Work to complete: Tally the lines of the records that contain the string "风峪河北沿岸", then give the total and nothing more.

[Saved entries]

■ ■ ■ ■ ■

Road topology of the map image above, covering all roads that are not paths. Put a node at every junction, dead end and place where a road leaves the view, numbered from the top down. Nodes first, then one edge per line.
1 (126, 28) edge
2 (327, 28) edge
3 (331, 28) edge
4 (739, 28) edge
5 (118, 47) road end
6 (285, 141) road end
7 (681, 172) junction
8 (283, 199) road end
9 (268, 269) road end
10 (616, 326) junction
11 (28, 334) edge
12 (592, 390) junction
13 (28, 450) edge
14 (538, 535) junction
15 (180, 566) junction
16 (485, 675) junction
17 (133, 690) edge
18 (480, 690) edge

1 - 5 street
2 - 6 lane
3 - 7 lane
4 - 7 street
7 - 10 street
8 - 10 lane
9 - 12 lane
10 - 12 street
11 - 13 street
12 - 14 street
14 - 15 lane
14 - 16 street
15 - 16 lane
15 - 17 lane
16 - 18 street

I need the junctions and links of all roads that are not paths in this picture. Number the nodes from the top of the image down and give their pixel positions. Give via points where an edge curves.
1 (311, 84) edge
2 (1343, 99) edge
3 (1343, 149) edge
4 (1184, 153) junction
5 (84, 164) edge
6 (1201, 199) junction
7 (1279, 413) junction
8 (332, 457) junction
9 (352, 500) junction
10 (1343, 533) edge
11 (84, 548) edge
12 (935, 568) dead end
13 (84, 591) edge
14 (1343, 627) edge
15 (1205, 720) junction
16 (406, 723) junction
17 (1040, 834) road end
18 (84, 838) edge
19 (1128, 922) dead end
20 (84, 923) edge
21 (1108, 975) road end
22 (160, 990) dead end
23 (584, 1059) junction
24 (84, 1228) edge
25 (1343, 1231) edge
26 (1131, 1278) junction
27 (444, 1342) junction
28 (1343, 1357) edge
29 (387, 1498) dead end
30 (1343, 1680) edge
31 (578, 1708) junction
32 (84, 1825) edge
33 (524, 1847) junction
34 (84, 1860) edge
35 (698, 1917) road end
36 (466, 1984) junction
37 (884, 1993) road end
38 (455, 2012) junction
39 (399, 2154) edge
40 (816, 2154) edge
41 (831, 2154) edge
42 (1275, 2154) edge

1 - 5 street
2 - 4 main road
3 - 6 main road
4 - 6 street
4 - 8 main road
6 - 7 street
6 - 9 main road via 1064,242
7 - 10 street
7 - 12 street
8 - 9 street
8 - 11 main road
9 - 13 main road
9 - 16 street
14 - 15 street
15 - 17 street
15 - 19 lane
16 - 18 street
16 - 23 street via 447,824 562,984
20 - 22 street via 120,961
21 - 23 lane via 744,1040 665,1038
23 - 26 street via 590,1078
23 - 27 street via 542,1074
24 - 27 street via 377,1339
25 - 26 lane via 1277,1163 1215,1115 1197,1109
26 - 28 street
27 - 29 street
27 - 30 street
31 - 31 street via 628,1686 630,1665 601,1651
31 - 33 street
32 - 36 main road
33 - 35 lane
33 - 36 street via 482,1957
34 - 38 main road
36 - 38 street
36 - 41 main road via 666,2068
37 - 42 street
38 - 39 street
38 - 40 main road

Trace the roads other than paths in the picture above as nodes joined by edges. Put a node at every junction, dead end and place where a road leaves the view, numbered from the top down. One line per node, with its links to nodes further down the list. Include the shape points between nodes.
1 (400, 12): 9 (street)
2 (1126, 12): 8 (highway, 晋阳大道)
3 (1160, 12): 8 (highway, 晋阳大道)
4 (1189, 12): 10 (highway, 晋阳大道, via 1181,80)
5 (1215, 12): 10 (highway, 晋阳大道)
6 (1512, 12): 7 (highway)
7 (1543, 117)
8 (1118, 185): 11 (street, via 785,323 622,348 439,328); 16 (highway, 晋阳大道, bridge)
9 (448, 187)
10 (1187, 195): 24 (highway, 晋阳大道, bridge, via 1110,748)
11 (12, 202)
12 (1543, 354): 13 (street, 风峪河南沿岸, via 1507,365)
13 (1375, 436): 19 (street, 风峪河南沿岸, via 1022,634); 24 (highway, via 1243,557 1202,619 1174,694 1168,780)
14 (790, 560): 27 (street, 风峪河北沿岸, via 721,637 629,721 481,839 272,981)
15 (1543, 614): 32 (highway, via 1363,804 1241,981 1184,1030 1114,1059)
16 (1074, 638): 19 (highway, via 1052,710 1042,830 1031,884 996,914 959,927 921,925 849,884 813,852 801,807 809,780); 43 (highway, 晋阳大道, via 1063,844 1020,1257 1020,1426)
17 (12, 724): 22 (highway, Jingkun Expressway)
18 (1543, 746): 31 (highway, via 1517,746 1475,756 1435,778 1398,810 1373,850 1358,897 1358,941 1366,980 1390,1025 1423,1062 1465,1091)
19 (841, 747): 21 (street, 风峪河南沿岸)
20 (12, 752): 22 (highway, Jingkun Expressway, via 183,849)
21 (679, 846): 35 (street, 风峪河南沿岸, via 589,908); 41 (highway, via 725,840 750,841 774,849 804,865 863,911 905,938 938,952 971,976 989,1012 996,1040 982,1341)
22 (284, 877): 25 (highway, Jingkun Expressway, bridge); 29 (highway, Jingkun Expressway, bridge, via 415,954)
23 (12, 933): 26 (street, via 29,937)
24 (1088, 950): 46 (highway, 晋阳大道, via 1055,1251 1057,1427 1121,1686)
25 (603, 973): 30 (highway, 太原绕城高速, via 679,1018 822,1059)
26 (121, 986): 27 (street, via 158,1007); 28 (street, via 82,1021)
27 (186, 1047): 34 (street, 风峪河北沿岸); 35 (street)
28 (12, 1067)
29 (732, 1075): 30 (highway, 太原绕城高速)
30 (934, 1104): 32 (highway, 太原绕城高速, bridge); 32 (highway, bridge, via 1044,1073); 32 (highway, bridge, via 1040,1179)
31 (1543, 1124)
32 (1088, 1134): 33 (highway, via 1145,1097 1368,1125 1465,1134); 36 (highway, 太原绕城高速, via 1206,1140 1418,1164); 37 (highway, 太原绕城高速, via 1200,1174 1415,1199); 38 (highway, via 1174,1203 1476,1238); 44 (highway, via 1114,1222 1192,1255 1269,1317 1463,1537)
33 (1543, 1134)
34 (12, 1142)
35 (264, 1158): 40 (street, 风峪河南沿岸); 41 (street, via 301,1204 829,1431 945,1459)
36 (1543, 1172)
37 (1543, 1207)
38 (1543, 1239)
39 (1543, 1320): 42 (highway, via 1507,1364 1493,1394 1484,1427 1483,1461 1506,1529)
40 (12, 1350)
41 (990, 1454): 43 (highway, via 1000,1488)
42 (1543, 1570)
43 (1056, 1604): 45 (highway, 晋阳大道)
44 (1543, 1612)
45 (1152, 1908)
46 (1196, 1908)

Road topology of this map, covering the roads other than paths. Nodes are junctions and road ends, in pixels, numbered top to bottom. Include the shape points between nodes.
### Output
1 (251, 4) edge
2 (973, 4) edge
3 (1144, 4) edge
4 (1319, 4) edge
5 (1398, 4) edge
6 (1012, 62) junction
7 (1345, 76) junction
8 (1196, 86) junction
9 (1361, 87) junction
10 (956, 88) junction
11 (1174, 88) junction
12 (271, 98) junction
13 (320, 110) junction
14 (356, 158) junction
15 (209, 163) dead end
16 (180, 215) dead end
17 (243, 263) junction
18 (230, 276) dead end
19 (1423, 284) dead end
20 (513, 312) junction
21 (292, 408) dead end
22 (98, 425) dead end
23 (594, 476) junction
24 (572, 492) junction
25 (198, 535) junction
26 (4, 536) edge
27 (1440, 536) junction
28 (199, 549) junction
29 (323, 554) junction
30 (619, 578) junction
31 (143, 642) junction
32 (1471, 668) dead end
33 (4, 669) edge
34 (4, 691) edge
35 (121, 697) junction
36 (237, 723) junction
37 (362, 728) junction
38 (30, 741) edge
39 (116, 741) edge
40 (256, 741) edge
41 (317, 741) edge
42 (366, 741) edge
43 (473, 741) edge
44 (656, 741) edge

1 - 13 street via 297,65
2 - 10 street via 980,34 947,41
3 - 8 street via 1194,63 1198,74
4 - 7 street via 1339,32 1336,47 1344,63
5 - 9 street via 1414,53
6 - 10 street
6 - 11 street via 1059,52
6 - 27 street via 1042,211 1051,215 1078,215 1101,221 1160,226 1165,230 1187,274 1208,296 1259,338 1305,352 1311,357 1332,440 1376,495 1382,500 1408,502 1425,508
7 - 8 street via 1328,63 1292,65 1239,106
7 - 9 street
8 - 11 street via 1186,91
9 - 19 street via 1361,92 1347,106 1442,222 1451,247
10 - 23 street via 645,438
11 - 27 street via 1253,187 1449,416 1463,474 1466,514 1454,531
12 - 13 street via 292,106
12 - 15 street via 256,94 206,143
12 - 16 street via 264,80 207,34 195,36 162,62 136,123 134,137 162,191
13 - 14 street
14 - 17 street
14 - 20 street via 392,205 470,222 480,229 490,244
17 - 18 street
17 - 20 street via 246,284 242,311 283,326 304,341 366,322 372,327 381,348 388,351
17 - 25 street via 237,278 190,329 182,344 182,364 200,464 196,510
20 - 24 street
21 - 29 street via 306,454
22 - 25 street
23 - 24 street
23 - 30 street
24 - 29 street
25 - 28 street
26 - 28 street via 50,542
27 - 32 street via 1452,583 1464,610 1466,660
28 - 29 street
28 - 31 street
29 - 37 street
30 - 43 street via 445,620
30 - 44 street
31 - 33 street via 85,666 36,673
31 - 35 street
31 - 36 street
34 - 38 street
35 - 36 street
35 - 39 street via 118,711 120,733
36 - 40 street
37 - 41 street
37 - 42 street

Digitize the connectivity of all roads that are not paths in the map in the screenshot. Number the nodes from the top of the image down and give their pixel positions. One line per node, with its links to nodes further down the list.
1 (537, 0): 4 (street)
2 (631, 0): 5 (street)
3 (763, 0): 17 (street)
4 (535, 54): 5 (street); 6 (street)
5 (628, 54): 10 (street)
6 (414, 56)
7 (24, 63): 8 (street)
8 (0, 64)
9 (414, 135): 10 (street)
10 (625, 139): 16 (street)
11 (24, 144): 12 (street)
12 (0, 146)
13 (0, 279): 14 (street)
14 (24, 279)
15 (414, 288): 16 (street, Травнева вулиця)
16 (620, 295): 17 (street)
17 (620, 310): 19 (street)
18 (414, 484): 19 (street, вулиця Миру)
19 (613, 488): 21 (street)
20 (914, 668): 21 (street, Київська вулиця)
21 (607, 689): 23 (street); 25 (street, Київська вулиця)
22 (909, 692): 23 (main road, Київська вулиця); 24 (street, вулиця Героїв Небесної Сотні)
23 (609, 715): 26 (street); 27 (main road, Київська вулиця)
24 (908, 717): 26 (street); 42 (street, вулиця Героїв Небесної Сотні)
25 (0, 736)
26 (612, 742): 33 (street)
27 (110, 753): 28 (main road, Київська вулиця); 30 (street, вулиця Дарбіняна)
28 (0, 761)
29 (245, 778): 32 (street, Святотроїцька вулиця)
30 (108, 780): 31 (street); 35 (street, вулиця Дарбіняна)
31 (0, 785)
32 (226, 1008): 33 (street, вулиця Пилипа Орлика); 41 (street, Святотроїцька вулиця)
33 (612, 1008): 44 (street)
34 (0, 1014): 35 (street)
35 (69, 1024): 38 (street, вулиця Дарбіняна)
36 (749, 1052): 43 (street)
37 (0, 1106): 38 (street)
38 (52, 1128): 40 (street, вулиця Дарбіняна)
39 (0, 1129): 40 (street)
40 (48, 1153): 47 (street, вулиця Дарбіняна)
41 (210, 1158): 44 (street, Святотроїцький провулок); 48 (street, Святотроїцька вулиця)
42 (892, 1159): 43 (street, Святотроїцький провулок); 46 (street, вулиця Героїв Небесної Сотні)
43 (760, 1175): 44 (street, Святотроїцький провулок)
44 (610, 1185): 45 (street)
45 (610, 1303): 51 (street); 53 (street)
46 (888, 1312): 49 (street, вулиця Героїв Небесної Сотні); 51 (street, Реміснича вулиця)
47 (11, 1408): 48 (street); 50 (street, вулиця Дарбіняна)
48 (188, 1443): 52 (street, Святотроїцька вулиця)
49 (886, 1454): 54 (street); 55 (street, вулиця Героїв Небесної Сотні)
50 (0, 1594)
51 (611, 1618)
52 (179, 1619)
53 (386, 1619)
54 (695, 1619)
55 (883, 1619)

■ ■ ■ ■ ■

Finished task: 2